[Extracted records]
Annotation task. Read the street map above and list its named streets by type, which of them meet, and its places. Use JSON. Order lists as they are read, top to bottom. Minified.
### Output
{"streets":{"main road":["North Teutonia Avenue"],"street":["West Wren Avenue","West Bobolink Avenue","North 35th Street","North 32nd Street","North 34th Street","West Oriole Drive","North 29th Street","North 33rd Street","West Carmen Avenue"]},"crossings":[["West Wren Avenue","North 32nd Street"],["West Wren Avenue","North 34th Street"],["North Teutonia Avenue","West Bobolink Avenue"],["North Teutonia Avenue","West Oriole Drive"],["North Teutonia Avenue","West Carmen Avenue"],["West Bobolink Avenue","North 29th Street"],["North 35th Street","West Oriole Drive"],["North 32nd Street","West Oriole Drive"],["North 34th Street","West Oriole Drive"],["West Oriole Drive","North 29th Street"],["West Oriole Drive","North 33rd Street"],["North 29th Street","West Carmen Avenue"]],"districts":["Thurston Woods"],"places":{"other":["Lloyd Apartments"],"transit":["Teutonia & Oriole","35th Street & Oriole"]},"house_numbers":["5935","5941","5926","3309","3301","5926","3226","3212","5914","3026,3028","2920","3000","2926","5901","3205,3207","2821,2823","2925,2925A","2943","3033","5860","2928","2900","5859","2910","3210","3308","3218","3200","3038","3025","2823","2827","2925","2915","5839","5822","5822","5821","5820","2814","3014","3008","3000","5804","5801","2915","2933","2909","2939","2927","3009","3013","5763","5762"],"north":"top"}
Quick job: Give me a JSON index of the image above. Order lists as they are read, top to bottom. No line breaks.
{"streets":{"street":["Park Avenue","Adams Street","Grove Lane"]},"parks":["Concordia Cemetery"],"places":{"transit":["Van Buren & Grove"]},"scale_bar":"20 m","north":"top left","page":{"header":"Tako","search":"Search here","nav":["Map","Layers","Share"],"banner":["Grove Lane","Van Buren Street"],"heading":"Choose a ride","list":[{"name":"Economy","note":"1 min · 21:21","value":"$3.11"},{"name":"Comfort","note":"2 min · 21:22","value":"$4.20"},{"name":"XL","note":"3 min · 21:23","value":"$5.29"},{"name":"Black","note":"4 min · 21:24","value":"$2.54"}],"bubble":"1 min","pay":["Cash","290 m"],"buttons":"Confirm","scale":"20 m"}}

▸ Description of the task
Return all of the entries above exactly as they stand.

▸ Written response
Annotation task. Read the street map above and list its named streets by type, which of them meet, and its places. Use JSON. Order lists as they are read, top to bottom. Minified.
### Output
{"streets":{"main road":["North Teutonia Avenue"],"street":["West Wren Avenue","West Bobolink Avenue","North 35th Street","North 32nd Street","North 34th Street","West Oriole Drive","North 29th Street","North 33rd Street","West Carmen Avenue"]},"crossings":[["West Wren Avenue","North 32nd Street"],["West Wren Avenue","North 34th Street"],["North Teutonia Avenue","West Bobolink Avenue"],["North Teutonia Avenue","West Oriole Drive"],["North Teutonia Avenue","West Carmen Avenue"],["West Bobolink Avenue","North 29th Street"],["North 35th Street","West Oriole Drive"],["North 32nd Street","West Oriole Drive"],["North 34th Street","West Oriole Drive"],["West Oriole Drive","North 29th Street"],["West Oriole Drive","North 33rd Street"],["North 29th Street","West Carmen Avenue"]],"districts":["Thurston Woods"],"places":{"other":["Lloyd Apartments"],"transit":["Teutonia & Oriole","35th Street & Oriole"]},"house_numbers":["5935","5941","5926","3309","3301","5926","3226","3212","5914","3026,3028","2920","3000","2926","5901","3205,3207","2821,2823","2925,2925A","2943","3033","5860","2928","2900","5859","2910","3210","3308","3218","3200","3038","3025","2823","2827","2925","2915","5839","5822","5822","5821","5820","2814","3014","3008","3000","5804","5801","2915","2933","2909","2939","2927","3009","3013","5763","5762"],"north":"top"}
Quick job: Give me a JSON index of the image above. Order lists as they are read, top to bottom. No line breaks.
{"streets":{"street":["Park Avenue","Adams Street","Grove Lane"]},"parks":["Concordia Cemetery"],"places":{"transit":["Van Buren & Grove"]},"scale_bar":"20 m","north":"top left","page":{"header":"Tako","search":"Search here","nav":["Map","Layers","Share"],"banner":["Grove Lane","Van Buren Street"],"heading":"Choose a ride","list":[{"name":"Economy","note":"1 min · 21:21","value":"$3.11"},{"name":"Comfort","note":"2 min · 21:22","value":"$4.20"},{"name":"XL","note":"3 min · 21:23","value":"$5.29"},{"name":"Black","note":"4 min · 21:24","value":"$2.54"}],"bubble":"1 min","pay":["Cash","290 m"],"buttons":"Confirm","scale":"20 m"}}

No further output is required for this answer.